GP TestsYour GP will probably carry out some tests to identify the allergen – that’s the substance that’s causing the allergic reaction. Your doctor might carry out one of several kinds of test.
- Skin prick test. This is often the first test to try when looking for an allergen. The skin is pricked with a tiny amount of the suspected allergen to see if the skin reacts by becoming swollen, sore and itchy.
Unfortunately, you might get a positive reaction to this type of test without actually having allergic symptoms when you eat the food. This is called getting a ‘false positive.’ As a result, skin prick tests are usually carried out in combination with other tests.

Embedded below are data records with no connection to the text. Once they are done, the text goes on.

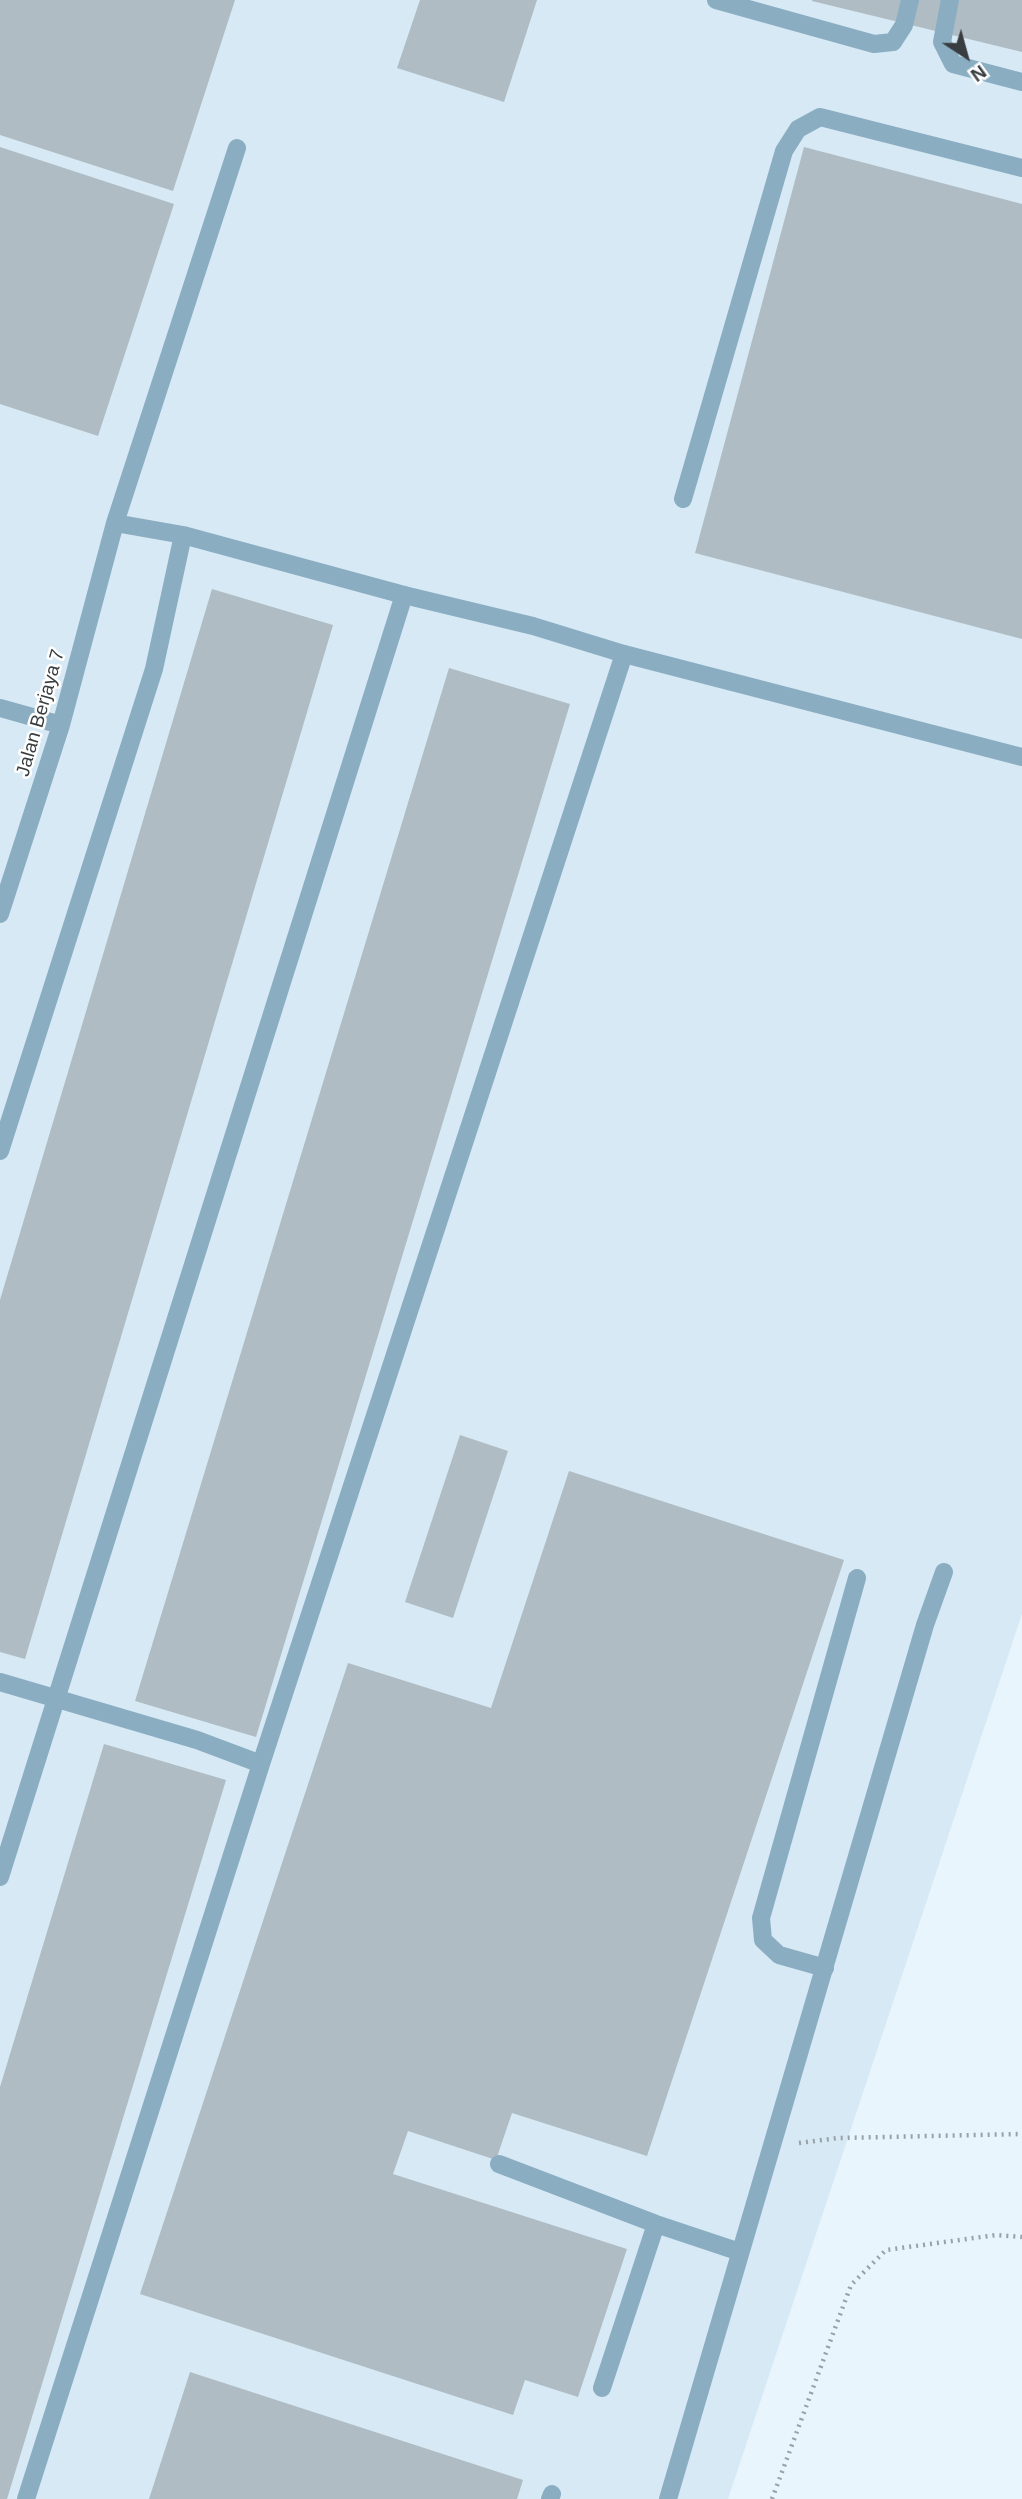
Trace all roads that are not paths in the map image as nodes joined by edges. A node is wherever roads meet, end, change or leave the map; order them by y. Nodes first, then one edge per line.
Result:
1 (716, 0) edge
2 (910, 0) edge
3 (950, 0) edge
4 (1022, 82) edge
5 (237, 148) dead end
6 (1022, 168) edge
7 (683, 499) dead end
8 (115, 523) junction
9 (183, 535) junction
10 (404, 595) junction
11 (624, 654) junction
12 (0, 708) edge
13 (61, 725) junction
14 (1022, 757) edge
15 (0, 914) edge
16 (0, 1151) edge
17 (944, 1572) dead end
18 (857, 1578) dead end
19 (0, 1682) edge
20 (58, 1698) junction
21 (261, 1764) junction
22 (0, 1877) edge
23 (825, 1968) junction
24 (499, 2164) dead end
25 (656, 2224) junction
26 (740, 2252) junction
27 (602, 2388) dead end
28 (26, 2499) edge
29 (668, 2499) edge

1 - 2 street
3 - 4 street
5 - 8 street, Jalan Berjaya 7
6 - 7 street
8 - 9 street
8 - 13 street, Jalan Berjaya 7
9 - 10 street
9 - 16 street
10 - 11 street
10 - 20 street
11 - 14 street
11 - 21 street
12 - 13 street
13 - 15 street, Jalan Berjaya 7
17 - 23 street
18 - 23 street
19 - 20 street
20 - 21 street
20 - 22 street
21 - 28 street
23 - 26 street
24 - 25 street
25 - 26 street
25 - 27 street
26 - 29 street

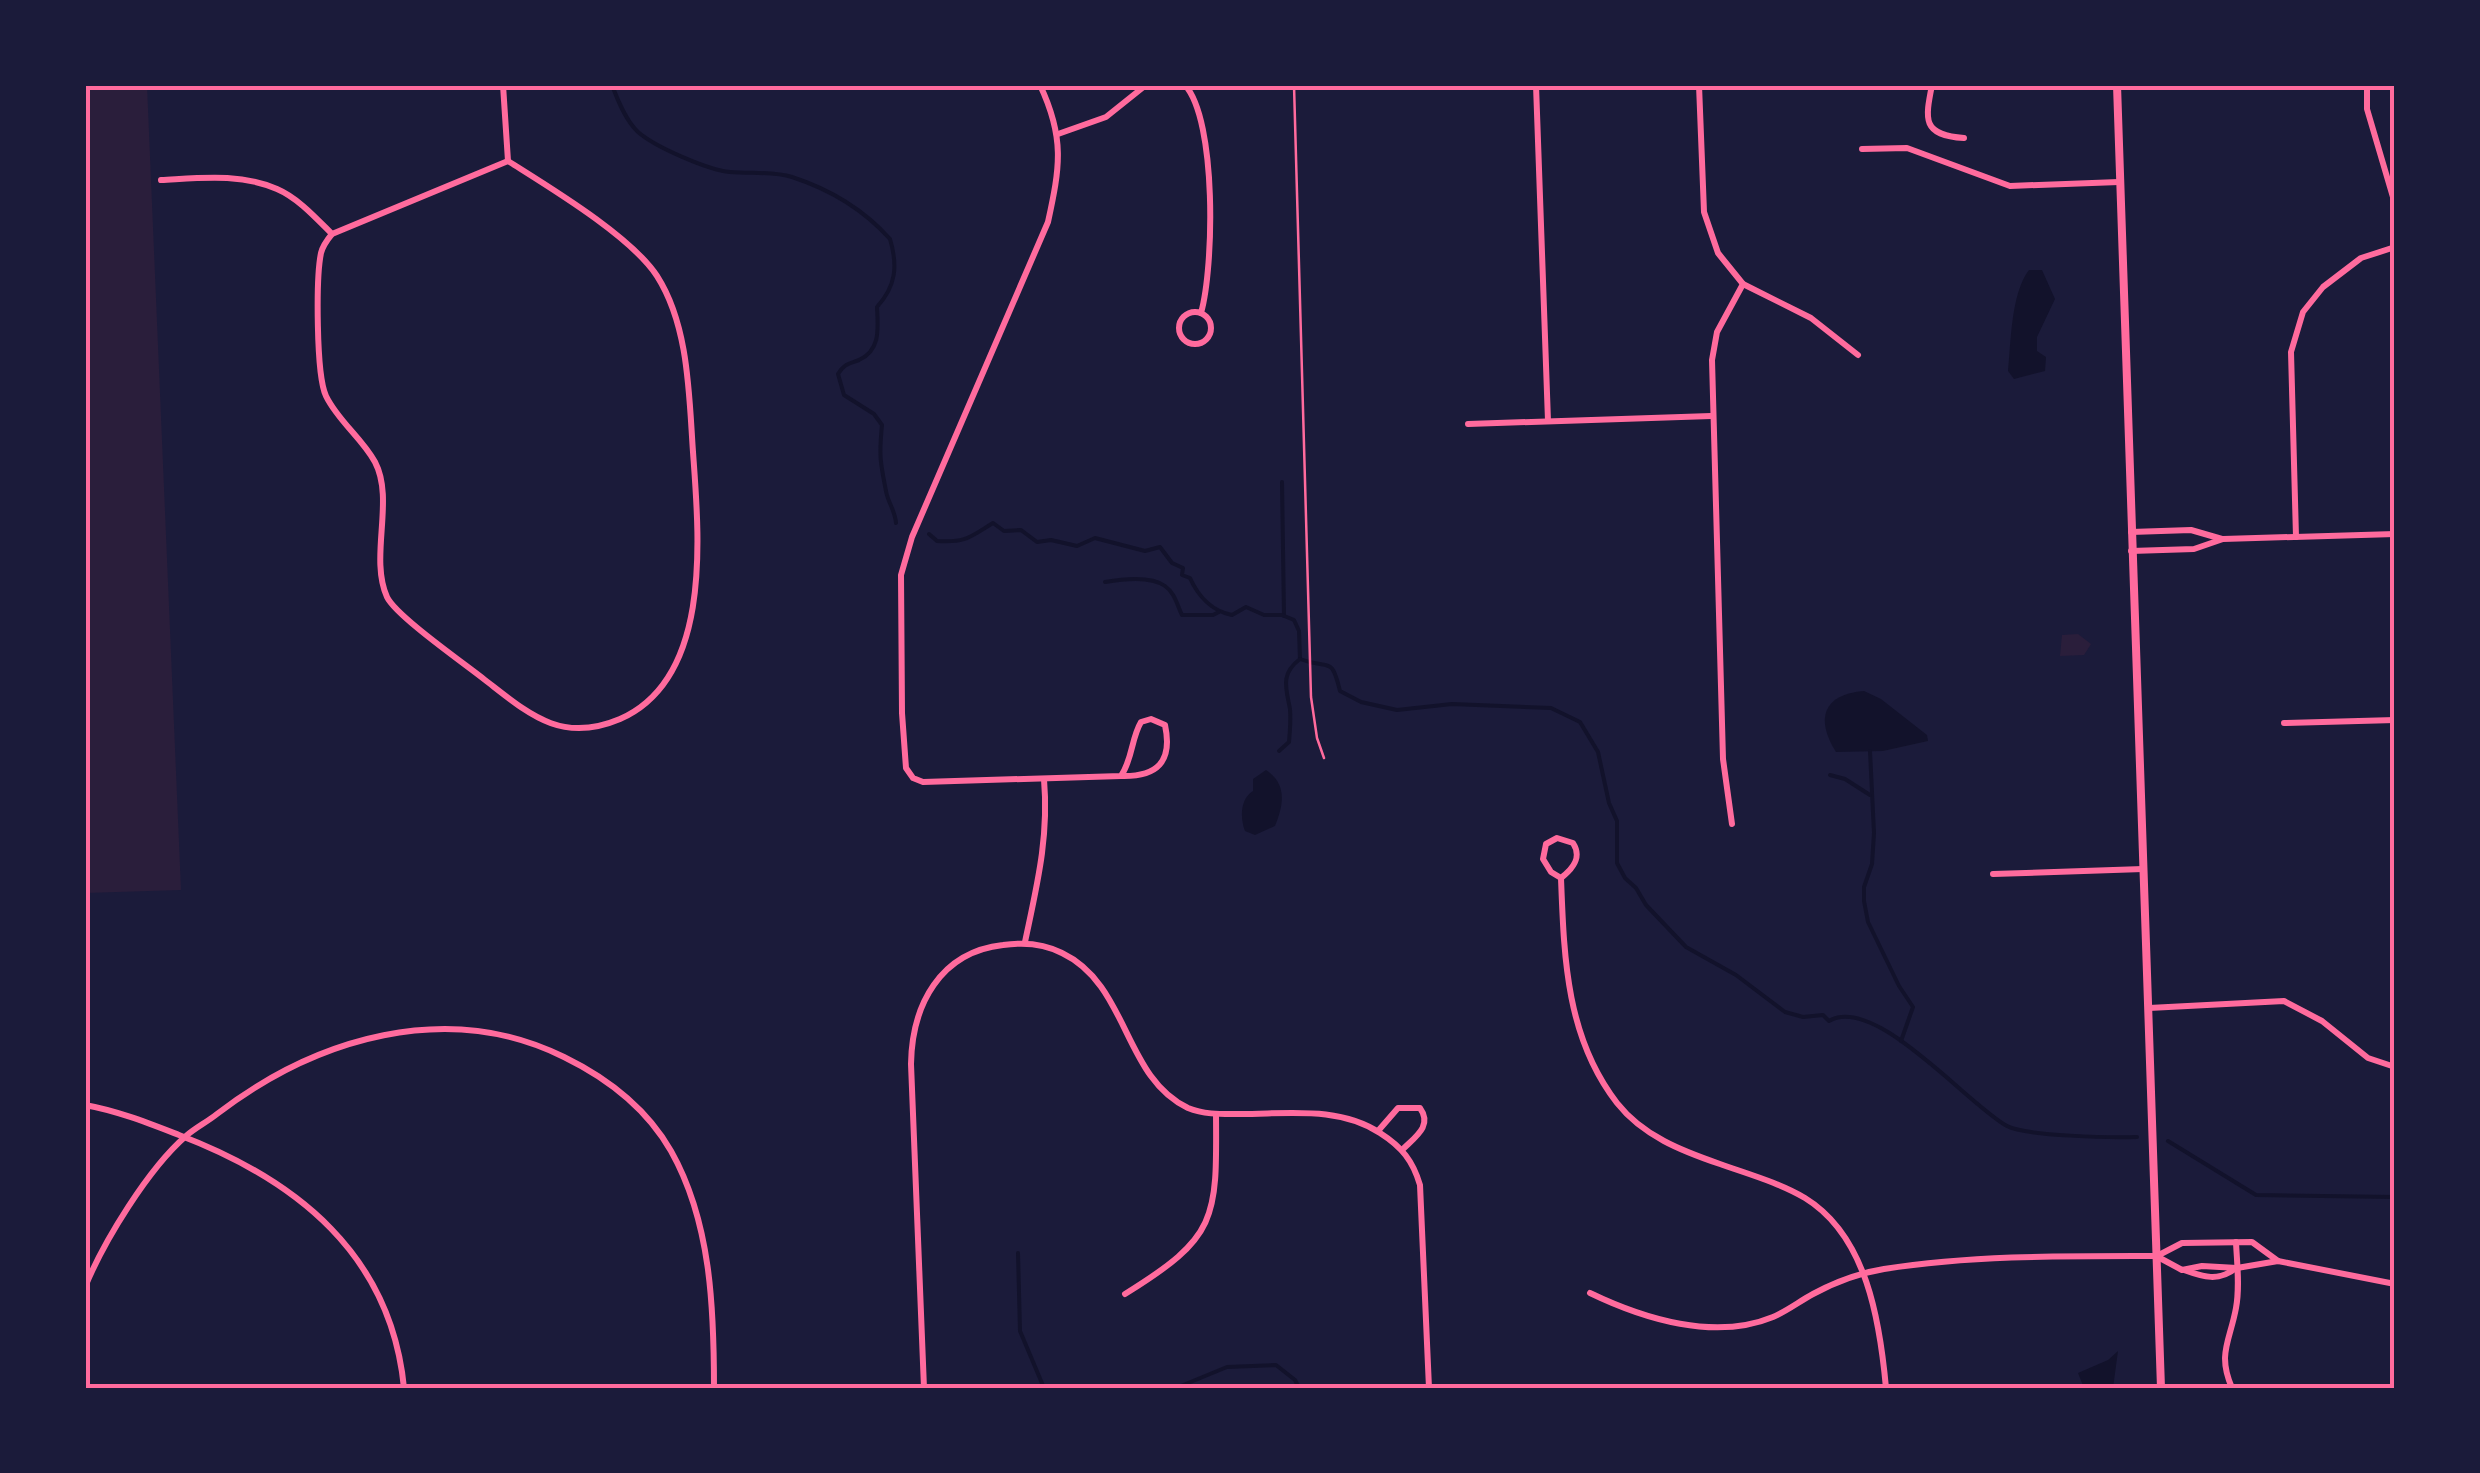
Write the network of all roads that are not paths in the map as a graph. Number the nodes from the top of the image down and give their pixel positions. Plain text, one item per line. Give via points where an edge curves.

Because this test involves bringing the suspect food into direct contact with the blood stream, it’s not used for people with severe allergies.
- Blood test: This tests looks at how much IgE antibody is in your blood. This is the antibody that the body produces in response to an allergen.
The big advantage of this type of test is that it can be used on people with severe food allergies. Only a sample of your blood is tested, so there is no risk of the suspect foods causing anaphylactic shock.
- Patch test: If your suspected allergy seems to be causing eczema or contact dermatitis, this is the test your doctor will probably carry out.
This test would probably be done by a specialist in your hospital’s dermatology (skin) department. Special metal discs are coated with a tiny amount of the potential allergen and taped to the skin for up to a couple of days. Your doctor will then take a look to see how your skin has reacted.
Could My GP Refer Me To A Specialist?Yes, you might find that you’re referred to an NHS or independent allergy clinic. There are many NHS allergy clinics in the UK, and some of them specialise in certain conditions such as asthma, which is often linked to allergy.
Do I Need Tests If I Know What I’m Allergic To?You might think you know what’s causing your problems, and you might be right. But even if you think you know what’s causing your allergic reaction, your doctor could still want to run tests to pin down the exact allergen that’s troubling you.
Can’t I Do The Tests Myself?If you suspect any of the three most common allergens – dust mites, cats or pollen – then, yes, you can. Home allergy test kits can be bought from most chemists.
Theses tests contain a sterile needle that allows you to take a very small blood sample. The blood is collected in a special tube and then posted it off to a laboratory. The scientists there will get in touch to let you know the results.
Can’t I Just Stop Eating The Food I Think Is Troubling Me?It’s not a good idea to cut food groups from your diet without talking to a doctor first. You could risk missing out on important nutrients.
Alternative Methods Of Diagnosing An Allergy?Lots of people and companies claim to be able to diagnose allergies. You’ll probably have seen them advertising in magazines, at health food shops, sports centres and complementary therapy centres.
Methods for this kind of testing might include electro-acupuncture, kinesiology or hair testing. If you decide to go ahead with one of these methods, you should remember that they’re not scientifically proven and they can be expensive.
Worse still, you might get a false diagnosis – thinking you’re not allergic when you are, or the other way around. For this reason, it’s probably best to see you doctor first if you’re worried about a food allergy.
Take ControlFood allergies can be worrying things. Whether you’re experiencing irritating skin conditions, or living with the fear of anaphylaxis, getting the right diagnosis is your first step towards getting in control of your condition. So, don’t delay. If you’re concerned, talk to your GP as soon as you can.